Brian is director of the Electronic Commerce Group at Hello Direct. He can be contacted at [email protected]
Software developers creating applications for use on public and private networks confront a number of performance issues which, to date, have restricted the utility of network-delivered software. While processing power has increased several orders of magnitude in the past 20 years, bandwidth remains a bottleneck and, for many users, will continue to be an issue for years to come.
The concept-registry system (as well as concept-oriented programming, a technique that exploits this system) described here, makes it possible to write software that requires far less bandwidth to deliver, and thereby to increase apparent delivery speeds significantly (an order of magnitude improvement). It also creates a mechanism for disseminating reusable code throughout the Internet, effectively turning the Net into a repository of reusable code that many developers can utilize. This system does not introduce any fundamentally new ideas; instead it employs a combination of existing concepts and methods, including:
- Numeric codes to represent symbols (characters, machine instructions, and the like).
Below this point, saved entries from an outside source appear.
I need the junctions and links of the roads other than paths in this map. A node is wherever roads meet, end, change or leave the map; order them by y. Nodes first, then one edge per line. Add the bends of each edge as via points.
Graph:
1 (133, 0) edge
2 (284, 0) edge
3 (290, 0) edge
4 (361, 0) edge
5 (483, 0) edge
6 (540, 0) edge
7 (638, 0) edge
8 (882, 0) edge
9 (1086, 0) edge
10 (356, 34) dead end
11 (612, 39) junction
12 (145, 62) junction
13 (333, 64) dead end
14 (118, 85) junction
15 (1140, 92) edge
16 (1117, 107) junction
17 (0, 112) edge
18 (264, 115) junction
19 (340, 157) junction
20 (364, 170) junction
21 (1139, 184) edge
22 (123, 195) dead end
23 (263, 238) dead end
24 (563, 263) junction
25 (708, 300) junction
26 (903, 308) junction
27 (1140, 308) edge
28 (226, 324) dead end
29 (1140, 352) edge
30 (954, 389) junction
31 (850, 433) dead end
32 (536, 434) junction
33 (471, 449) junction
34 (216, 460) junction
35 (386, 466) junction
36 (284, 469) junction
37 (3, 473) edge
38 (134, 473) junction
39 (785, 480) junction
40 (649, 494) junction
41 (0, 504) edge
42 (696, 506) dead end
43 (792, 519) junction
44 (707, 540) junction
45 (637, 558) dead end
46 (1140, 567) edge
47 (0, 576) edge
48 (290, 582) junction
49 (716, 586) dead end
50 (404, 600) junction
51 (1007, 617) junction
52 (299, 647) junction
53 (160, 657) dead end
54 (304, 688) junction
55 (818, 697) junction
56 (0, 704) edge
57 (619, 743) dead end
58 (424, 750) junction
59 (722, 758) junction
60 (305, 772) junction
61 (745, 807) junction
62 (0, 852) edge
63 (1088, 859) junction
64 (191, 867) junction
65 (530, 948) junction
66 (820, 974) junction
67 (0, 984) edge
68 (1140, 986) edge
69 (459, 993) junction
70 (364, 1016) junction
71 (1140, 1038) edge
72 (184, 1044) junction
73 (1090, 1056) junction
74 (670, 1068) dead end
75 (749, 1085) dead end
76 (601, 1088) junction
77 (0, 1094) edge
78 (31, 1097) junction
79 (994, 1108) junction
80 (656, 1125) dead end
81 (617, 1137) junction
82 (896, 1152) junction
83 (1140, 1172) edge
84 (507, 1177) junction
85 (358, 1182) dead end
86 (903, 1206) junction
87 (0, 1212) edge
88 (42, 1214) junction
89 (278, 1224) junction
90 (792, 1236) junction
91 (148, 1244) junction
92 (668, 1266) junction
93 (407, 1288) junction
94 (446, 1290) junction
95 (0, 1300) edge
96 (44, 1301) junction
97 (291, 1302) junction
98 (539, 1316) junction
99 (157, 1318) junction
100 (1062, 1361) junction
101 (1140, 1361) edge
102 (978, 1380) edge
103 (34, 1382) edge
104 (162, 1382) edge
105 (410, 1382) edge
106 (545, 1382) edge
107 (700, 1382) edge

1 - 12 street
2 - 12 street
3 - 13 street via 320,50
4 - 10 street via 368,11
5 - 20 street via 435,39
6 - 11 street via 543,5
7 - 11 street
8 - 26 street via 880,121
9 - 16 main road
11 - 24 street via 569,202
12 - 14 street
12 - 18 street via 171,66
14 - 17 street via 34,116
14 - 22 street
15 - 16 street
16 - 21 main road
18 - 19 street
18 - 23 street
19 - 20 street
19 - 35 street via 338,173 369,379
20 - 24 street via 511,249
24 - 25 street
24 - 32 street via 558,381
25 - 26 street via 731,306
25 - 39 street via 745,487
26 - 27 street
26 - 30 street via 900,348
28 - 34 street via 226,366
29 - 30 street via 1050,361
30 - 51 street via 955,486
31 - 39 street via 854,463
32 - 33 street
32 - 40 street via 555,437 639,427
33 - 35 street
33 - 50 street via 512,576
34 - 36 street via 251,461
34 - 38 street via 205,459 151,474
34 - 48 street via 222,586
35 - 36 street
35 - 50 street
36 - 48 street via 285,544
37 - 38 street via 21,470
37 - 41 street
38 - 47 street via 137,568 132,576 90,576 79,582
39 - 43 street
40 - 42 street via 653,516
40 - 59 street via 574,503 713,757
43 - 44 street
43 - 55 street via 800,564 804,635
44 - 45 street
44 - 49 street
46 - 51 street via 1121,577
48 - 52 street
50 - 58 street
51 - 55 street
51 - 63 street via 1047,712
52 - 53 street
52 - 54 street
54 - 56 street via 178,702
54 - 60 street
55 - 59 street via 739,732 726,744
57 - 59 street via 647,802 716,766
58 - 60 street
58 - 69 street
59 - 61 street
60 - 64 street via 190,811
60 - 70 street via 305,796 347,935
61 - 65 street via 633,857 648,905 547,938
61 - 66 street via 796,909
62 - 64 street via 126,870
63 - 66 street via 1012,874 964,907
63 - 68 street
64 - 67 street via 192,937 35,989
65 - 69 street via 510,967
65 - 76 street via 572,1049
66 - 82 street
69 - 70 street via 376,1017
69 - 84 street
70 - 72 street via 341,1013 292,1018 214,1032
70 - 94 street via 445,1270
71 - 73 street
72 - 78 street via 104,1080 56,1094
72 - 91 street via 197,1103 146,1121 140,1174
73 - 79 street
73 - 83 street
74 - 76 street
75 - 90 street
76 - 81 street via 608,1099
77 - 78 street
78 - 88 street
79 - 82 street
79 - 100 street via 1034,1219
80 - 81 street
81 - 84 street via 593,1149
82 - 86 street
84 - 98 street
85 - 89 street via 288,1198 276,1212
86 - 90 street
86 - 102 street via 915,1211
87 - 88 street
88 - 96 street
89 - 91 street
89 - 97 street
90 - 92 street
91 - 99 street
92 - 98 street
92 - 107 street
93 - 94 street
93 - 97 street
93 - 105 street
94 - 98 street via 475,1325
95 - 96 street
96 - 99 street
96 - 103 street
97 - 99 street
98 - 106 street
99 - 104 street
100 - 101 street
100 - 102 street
- A distributed database that maps to/from a numeric domain to other domains (DNS, for example).
- Semantic networks.
The concept-registry implementation I present here is an accidental outgrowth of another project. Concept registry was originally intended for use in a multilingual communication system called "Picto" (short for "Pictograph"), a markup language that lets users publish simple messages that can be rendered into multiple languages. The original idea behind Picto was to create a chat tool best described as "emoticons on steroids," where each symbol has a distinct meaning.
Example 1 is a simple Picto message that translates to "Hello World" (where concept #1 is "Hello" and concept #2 is "World"). While not adequate for complex messages, this markup language can be used to convey simple messages that can then be rendered in multiple languages. People won't be using it to quote Shakespeare, but it works fine for exchanging simple messages with predictable grammar (multilingual chat is one candidate application). Real-time applications are especially interesting candidates because users can adapt to the idiosyncrasies of the translation tool (for example, being forced to clarify meaning when a word has many possible meanings or uses).
The concept-registry system, when used in conjunction with this markup language, maps numeric expressions into target languages. Numeric concepts are tagged with usage parameters that describe how they are used in an expression, and how they are linked to other concepts in an expression.
To find out more about concept registry and to contribute to this open-source project, visit http://www.picto.org/. There you will find open-source utilities and information for use in building back-end and client-side implementations of this technique. These utilities and the source code for a concept-registry server are also available electronically from DDJ (see "Resource Center," page 5).
Concept-oriented programming is a straightforward extension to object-oriented programming. Its primary contribution is to turn wide area networks (WANs) into a facility for software development and distribution.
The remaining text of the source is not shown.